_YOUR OBJECTIVE:_ In the entries below, find every line with "roads" and copy it.

_DATASET ENTRIES:_

────────────────

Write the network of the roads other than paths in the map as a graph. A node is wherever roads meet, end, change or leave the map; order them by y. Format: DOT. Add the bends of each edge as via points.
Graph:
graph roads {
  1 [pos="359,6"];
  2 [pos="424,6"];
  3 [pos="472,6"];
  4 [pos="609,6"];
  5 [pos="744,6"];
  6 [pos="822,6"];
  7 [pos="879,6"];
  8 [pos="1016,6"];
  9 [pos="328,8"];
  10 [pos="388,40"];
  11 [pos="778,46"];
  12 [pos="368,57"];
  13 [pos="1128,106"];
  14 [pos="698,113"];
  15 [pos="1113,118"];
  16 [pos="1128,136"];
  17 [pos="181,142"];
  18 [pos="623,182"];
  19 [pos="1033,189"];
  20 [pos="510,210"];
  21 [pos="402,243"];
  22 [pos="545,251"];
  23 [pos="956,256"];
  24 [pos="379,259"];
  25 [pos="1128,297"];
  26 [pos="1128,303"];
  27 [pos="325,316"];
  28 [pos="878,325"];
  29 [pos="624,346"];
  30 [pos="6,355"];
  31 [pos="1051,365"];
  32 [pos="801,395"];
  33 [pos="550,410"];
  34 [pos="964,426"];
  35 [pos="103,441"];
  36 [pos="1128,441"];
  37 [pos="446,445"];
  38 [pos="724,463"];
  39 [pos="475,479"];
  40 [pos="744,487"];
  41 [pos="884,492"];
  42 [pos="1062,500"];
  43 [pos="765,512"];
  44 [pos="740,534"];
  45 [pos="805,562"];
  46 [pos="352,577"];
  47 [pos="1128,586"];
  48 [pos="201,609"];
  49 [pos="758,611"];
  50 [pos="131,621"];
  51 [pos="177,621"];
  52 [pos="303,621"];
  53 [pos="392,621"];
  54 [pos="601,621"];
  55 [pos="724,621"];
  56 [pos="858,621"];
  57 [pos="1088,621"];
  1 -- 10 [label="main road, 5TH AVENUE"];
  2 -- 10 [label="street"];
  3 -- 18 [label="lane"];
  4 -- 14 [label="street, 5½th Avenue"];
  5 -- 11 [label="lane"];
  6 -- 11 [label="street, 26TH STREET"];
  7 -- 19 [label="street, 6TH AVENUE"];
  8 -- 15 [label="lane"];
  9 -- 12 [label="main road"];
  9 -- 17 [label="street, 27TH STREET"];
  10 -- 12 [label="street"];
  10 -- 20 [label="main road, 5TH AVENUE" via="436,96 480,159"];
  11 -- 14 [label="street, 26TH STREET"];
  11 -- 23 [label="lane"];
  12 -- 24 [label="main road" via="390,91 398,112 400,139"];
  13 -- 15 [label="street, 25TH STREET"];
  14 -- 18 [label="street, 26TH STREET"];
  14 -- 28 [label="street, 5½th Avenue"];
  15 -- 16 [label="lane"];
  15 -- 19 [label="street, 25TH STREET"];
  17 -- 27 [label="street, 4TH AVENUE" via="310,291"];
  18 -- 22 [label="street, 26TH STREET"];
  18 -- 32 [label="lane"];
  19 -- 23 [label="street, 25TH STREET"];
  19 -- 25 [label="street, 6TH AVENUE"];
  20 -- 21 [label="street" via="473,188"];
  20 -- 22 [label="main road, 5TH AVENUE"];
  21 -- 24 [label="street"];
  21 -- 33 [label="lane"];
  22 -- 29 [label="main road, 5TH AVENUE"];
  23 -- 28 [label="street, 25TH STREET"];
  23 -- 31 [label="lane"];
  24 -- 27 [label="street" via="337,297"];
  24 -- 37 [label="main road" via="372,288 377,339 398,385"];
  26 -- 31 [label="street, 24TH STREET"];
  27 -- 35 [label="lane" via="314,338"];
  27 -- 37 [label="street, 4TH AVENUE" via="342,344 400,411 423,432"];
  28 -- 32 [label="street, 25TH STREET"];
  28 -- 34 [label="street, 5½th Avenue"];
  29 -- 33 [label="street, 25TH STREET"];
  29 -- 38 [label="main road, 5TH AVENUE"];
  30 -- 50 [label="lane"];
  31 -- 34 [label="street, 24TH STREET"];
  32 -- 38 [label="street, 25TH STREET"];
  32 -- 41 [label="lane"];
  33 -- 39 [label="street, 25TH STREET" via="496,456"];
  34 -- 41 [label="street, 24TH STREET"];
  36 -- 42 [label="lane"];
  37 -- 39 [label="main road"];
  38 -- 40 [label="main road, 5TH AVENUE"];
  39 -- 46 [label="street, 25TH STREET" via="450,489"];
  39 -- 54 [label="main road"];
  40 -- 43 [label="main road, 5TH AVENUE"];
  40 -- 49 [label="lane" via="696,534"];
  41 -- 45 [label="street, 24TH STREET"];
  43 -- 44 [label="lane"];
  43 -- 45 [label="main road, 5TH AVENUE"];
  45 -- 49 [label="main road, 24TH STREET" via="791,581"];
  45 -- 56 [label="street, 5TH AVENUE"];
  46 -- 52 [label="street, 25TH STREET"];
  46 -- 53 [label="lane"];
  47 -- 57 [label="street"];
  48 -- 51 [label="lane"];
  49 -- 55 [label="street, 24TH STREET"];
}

────────────────

_EXPECTED ANSWER:_
Write the network of the roads other than paths in the map as a graph. A node is wherever roads meet, end, change or leave the map; order them by y. Format: DOT. Add the bends of each edge as via points.
graph roads {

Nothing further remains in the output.